XML 17 R14.htm IDEA: XBRL DOCUMENT v3.20.1
Licensing Agreement
12 Months Ended
Dec. 31, 2019
Licensing Agreements [Abstract]  
Licensing Agreement LICENSING AGREEMENTS
Les Laboratories Servier
As a result of the Asset Purchase Agreement that the Company entered into with Symplmed Pharmaceuticals LLC in June 2017, Symplmed assigned to the Company an Amended and Restated License and Commercialization Agreement with Les Laboratories Servier, pursuant to which the Company has the exclusive right to manufacture, have manufactured, develop, promote, market, distribute and sell Prestalia® in the U.S. (and its territories and possessions). The terms of the agreement include single-
digit royalty payments based on net sales and milestone payments based upon the attainment of sales thresholds. The agreement includes a termination clause pursuant to which Servier has the right to terminate the agreement in various circumstances, including, without limitation, as a result of the failure by the Company to achieve certain sales thresholds by the dates set forth in the agreement.

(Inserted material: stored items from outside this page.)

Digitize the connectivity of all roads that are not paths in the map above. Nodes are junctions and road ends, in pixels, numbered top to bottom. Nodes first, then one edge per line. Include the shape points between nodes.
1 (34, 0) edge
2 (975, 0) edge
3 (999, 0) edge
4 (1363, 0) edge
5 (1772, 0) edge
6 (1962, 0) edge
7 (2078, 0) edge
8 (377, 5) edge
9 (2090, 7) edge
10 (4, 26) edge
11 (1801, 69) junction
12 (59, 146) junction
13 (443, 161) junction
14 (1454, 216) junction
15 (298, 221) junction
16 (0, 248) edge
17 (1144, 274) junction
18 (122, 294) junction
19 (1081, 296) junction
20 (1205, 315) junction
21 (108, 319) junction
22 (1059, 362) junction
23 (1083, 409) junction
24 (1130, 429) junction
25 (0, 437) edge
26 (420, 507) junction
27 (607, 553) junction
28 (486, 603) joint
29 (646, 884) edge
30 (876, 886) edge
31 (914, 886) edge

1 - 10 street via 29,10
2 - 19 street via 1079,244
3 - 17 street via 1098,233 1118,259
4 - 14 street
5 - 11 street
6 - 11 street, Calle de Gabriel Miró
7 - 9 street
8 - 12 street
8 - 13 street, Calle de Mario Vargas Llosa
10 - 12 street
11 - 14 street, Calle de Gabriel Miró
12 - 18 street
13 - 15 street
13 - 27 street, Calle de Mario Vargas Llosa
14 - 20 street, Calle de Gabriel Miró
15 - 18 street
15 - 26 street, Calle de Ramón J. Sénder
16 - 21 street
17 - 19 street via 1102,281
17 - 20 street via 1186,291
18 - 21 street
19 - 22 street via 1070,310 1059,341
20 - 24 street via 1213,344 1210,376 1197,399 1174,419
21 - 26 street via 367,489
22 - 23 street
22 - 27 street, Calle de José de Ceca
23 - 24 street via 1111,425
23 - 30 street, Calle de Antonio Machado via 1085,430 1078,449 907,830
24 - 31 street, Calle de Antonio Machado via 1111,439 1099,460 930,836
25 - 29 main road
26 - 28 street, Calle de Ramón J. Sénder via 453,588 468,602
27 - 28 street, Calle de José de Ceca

On November 19, 2019, the Company entered into an Amendment No. 4 to the Amended and Restated License and Commercialization Agreement with Les Laboratories Servier, which modified the agreement to delay the date by which the Company would be required to meet certain net sales milestones as set forth in the agreement. As per the license and commercialization agreement, as amended, Les Laboratories Servier may terminate the agreement if net sales of Prestalia® by the Company are below $1.0 million for two successive calendar quarters beginning after June 30, 2020.
For the years ended December 31, 2019 and 2018 the Company paid $37,000 and $15,000, respectively, for royalties under the license agreement with Les Laboratories Servier.
Biofarma
As consideration for the Prestalia Trademark license which the Company assumed in connection with the Asset Purchase Agreement with Symplmed, the Company pays low single digit royalties to Biofarma, an affiliate of Servier and the holder of the Prestalia trademark.
For the years ended December 31, 2019 and 2018 the Company paid $4,000 and $2,000, respectively, for royalties under the agreement with Biofarma.
Sub-License of DiLA2 Assets
On March 16, 2018, the Company entered into an exclusive sub-licensing agreement for certain intellectual property rights to its DiLA2 delivery system. The agreement included an upfront payment of $200,000 and future additional consideration for sales and development milestones. The upfront fee was contingent upon the Company obtaining a third-party consent to the agreement within ninety days of execution. On November 30, 2019, the sub-licensing agreement was terminated. As of December 31, 2019 and 2018, the Company has classified the upfront payment as an accrued liability on its balance sheet.
Novosom Agreements
In 2010, the Company entered into an asset purchase agreement with Novosom Verwaltungs GmbH (“Novosom”), pursuant to which the Company acquired intellectual property for Novosom’s SMARTICLES-based liposomal delivery system. In May 2018, the Company issued to Novosom 51,988 shares of our common stock, with a fair value of $75,000, as additional consideration pursuant to the Asset Purchase Agreement. Such shares were due to Novosom as a result of the receipt by our company of a license fee under the License Agreement that we entered into with Lipomedics Inc. in February 2017. On December 23, 2019, Novosom repurchased the acquired intellectual property for $45,000 of which $20,000 was payable immediately and $25,000 is to be paid upon the Company's achievement of certain performance obligations by June 30, 2020.